# THE INPUT:
══════

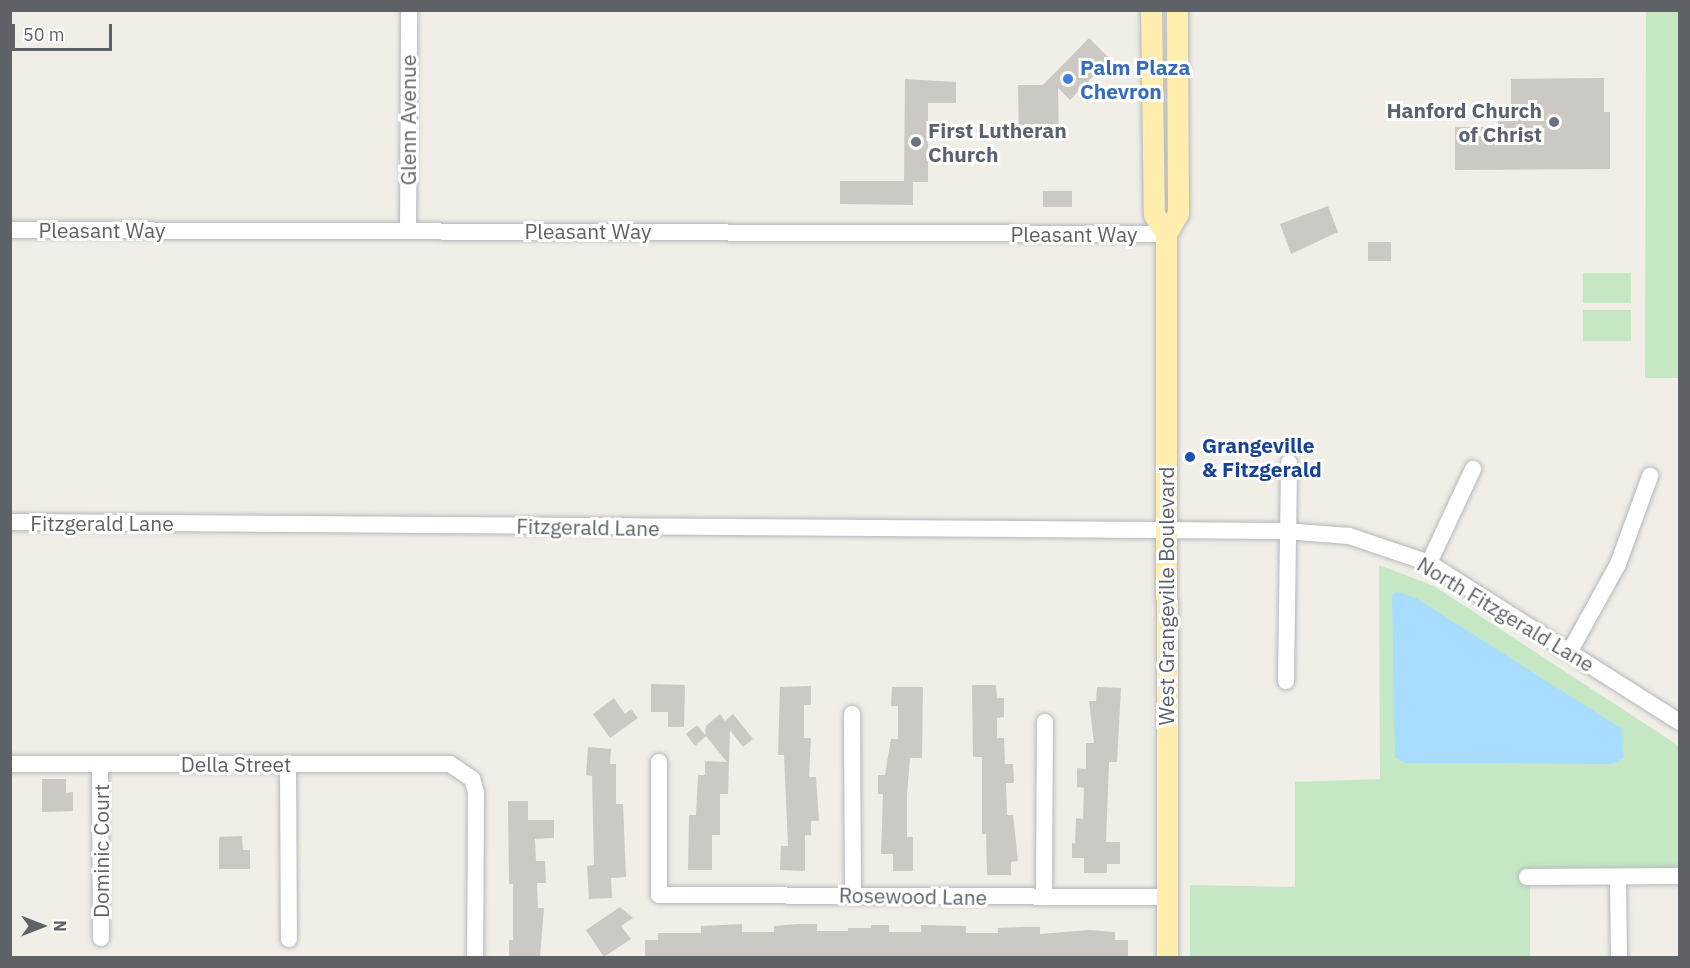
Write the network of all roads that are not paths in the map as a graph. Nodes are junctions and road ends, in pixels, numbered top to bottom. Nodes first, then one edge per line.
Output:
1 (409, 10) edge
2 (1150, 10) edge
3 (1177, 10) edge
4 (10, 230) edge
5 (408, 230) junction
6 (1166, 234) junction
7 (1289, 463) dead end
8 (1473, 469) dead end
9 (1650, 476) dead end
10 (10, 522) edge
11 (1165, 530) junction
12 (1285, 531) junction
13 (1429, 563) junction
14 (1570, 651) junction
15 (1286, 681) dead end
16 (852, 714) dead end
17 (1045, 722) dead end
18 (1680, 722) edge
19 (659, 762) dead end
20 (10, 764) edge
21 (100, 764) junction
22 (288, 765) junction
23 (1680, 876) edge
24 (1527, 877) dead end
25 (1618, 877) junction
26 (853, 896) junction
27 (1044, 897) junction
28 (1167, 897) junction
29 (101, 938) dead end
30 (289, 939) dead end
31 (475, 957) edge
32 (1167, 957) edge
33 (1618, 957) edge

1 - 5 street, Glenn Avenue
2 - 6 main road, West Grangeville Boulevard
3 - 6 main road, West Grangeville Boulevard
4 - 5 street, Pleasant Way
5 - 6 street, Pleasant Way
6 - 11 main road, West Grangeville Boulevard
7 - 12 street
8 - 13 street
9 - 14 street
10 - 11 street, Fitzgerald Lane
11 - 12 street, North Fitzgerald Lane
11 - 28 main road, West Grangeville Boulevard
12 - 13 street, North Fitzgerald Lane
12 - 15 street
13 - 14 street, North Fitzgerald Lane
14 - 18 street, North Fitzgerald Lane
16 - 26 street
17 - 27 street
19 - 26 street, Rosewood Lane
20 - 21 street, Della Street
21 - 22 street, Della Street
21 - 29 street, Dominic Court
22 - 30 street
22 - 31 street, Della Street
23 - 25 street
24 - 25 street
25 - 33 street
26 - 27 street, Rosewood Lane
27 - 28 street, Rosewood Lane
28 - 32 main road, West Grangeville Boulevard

══════

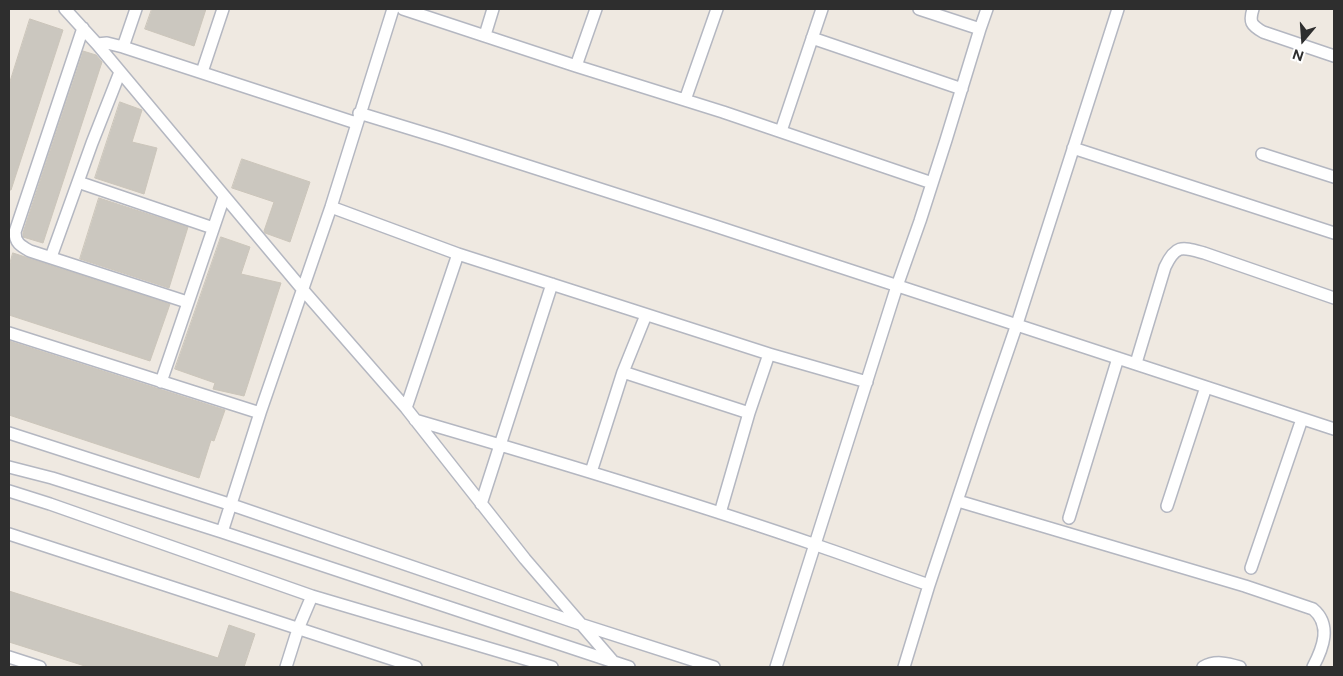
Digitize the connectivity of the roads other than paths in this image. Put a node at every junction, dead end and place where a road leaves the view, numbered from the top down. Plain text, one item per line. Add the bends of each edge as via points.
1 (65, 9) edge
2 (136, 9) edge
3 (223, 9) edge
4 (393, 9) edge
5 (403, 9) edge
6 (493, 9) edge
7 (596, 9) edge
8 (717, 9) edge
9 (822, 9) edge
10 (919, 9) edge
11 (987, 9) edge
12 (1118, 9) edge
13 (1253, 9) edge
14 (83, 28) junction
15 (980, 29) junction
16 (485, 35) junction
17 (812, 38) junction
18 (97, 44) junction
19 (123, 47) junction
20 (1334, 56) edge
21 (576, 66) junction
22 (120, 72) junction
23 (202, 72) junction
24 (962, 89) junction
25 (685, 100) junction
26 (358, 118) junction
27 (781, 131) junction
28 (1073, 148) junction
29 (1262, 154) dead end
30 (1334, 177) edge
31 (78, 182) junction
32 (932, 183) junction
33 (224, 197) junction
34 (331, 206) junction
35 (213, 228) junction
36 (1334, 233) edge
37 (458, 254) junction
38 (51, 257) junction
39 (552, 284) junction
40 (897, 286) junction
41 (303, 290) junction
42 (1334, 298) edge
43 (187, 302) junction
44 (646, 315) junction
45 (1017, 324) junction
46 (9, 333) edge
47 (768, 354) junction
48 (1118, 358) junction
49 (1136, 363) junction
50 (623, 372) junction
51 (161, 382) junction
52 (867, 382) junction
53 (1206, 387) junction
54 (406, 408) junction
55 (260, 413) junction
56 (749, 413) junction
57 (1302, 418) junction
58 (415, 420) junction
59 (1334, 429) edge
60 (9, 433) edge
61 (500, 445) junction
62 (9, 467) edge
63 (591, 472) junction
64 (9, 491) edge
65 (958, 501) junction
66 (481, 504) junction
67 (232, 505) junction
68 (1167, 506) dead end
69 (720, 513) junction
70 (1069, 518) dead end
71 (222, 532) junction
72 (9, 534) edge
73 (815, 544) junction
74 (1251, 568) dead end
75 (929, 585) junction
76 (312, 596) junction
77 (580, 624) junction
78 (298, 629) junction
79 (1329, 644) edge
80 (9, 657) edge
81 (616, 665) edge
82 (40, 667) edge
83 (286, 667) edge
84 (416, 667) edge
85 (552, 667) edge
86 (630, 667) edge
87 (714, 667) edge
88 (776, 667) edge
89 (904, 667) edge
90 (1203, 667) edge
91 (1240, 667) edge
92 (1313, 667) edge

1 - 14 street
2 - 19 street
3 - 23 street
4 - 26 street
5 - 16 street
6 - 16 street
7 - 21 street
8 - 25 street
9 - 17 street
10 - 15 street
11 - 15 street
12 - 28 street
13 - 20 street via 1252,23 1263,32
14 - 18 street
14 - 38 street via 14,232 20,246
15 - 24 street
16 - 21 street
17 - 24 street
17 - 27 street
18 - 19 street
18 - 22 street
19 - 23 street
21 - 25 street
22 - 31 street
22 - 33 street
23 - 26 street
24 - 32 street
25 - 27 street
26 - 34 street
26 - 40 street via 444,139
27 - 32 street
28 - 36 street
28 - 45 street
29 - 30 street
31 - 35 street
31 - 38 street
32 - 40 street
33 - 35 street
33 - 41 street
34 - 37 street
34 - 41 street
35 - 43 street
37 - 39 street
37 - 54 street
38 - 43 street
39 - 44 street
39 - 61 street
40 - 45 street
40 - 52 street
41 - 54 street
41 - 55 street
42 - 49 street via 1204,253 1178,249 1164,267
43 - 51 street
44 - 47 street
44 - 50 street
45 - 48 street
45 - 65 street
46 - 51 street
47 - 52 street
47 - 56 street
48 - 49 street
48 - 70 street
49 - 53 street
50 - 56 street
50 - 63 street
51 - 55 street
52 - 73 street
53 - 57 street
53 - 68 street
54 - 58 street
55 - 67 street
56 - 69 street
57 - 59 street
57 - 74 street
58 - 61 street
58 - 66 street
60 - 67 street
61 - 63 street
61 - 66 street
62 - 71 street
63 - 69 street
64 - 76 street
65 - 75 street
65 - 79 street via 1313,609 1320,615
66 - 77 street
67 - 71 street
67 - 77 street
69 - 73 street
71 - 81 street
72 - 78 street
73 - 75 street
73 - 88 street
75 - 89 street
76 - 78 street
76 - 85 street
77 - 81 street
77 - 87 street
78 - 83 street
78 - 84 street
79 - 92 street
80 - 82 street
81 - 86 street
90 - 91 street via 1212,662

══════

# ACTIVITY:
How many lines in the data above hold the word "North"? Answer with the number alone.

# EXERCISE SOLUTION:
4